Some boards refuse to live with that devil and decide to find a better management company. What are the final straws that drive a board to find new management?
- Gross Negligence and/or Fraud. If there is not just routinely bad service, but instead negligence, or worse, financial fraud, you must find a new company. Gross negligence is providing the wrong direction or guidance, allowing critical dates to be missed such as filing taxes or completing the Secretary of State certificate, or even more alarming, allowing insurance to lapse or not checking the insurance of vendors. Any of these actions puts the association at high risk.
- Back Office Incompetence. We have heard from disgruntled boards instances where the management company did not provide accurate financials for months, did not process vendor invoices promptly or failed to file liens on severely delinquent owners. Even if the Community Manager does not communicate effectively with the board and owners, the board should expect the back office and operations to be competent.
- Non-Compliance with Davis-Stirling.
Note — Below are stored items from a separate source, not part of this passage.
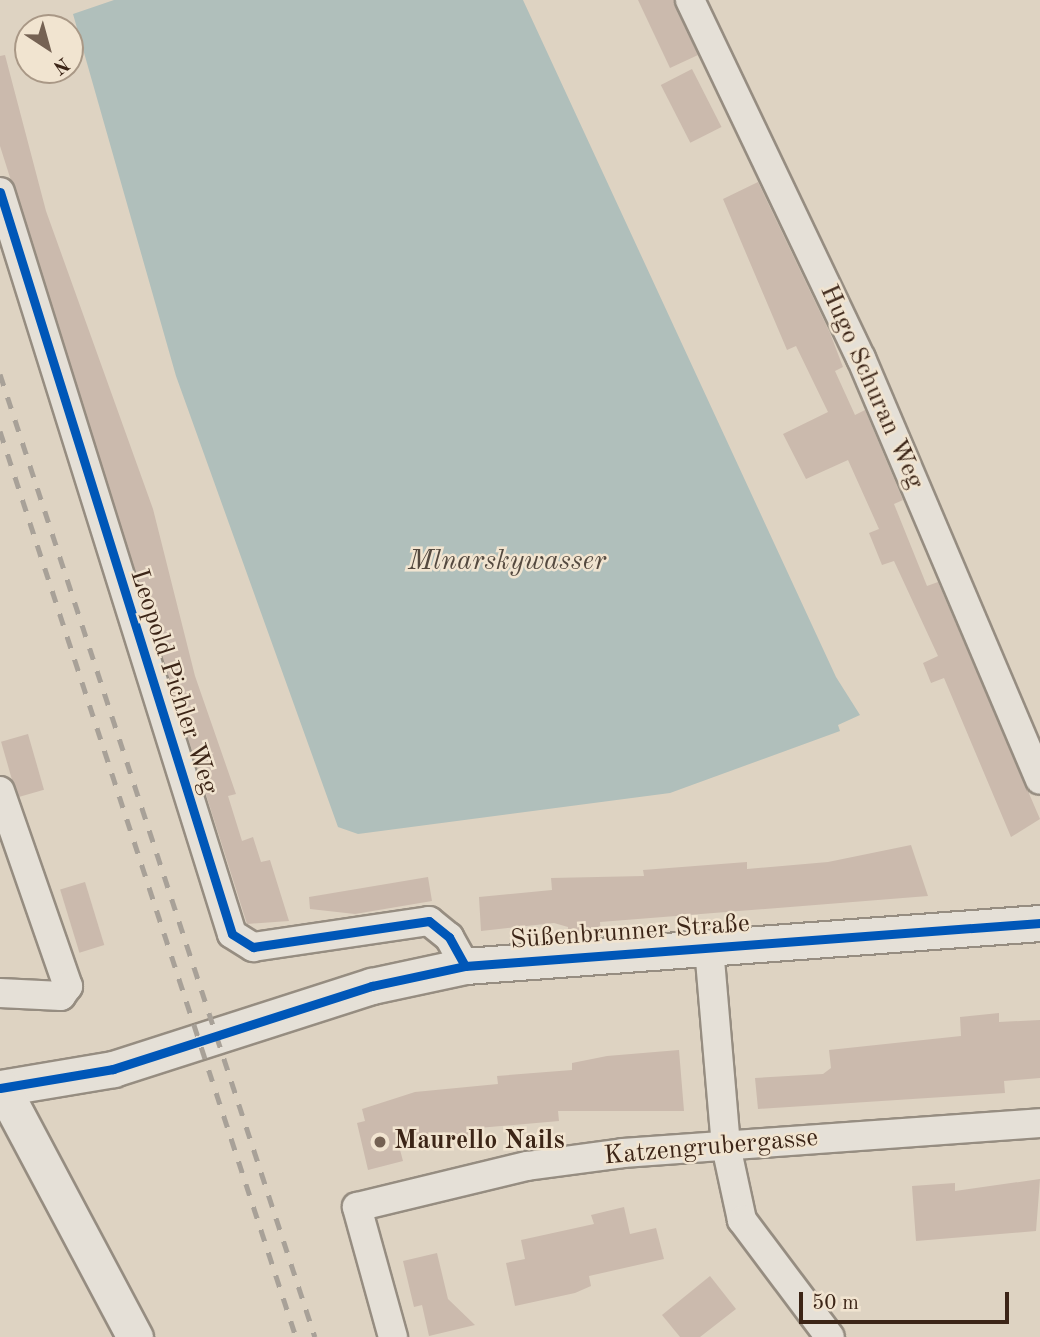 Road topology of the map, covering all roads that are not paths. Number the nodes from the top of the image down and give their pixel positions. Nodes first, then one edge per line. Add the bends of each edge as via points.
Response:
1 (690, 0) edge
2 (0, 192) edge
3 (1040, 780) edge
4 (0, 791) edge
5 (1040, 922) edge
6 (709, 948) junction
7 (465, 966) junction
8 (0, 993) edge
9 (2, 1089) edge
10 (1040, 1123) edge
11 (726, 1146) junction
12 (135, 1337) edge
13 (393, 1337) edge
14 (830, 1337) edge

1 - 3 street, Hugo Schuran Weg via 861,358
2 - 7 street, Leopold Pichler Weg via 232,934 253,947 429,921 449,937
4 - 8 street via 68,986 61,996
5 - 6 street, Süßenbrunner Straße
6 - 7 street, Süßenbrunner Straße
6 - 11 street
7 - 9 street, Süßenbrunner Straße via 372,986 113,1069
9 - 12 street
10 - 11 street, Katzengrubergasse
11 - 13 street, Katzengrubergasse via 527,1166 357,1207
11 - 14 street via 742,1220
It is imperative to follow the Davis-Stirling statutes because failure to do so jeopardizes any action taken by the board. If the election is not valid, or a meeting properly noticed, or minutes not recorded as required, an owner could sue the board or choose not to abide by their decisions.
- Insufferable Service. You may be able to tolerate poor service, but when poor service becomes downright awful, you need to make a change. There is no excuse for missing meetings, not conducting on site visits or not responding at all to owner and board inquiries. You don’t have to feel neglected by the management company, there is better out there.
- You Are the Manager. We hear often that with some companies; a board member is doing the work of the management company. They coordinate vendors, find owner violations, check the work of their vendors, interact with upset owners and for all intents and purposes, they are managing the community. You are paying the management company to fulfill the duties outlined in the management contract. You are an unpaid volunteer and should be serving as the Community Manager.
- Paying Too Much (for Too Little). Some boards don’t read the management agreement well and are surprised when the monthly management invoice arrives with not only the management fee, but also another 15-line items. The management fee may be less than all the other fees combined. Not only are you charged for paper, print, mailing, envelopes and office supplies; you are charged when they talk to attorneys, vendors and other departments. You will pay a management fee for professional management; just make sure it is reasonable.
- You Find Better Management Services. The companies whom we refer are some of the best in the business. They have certifications and have been in the business for at least 10 years. They manage at least 30 associations, so they have the necessary resources to manage your account, but fewer than 1,000, so they can provide superior customer service. You don’t have to settle for the devil you know when there are better management services for you.
Undeniably, changing management companies takes time and some owners hate any type of change. But you as board members should never settle for inferior service or incompetence. Change may be unsettling to some, but well worth it in the long run.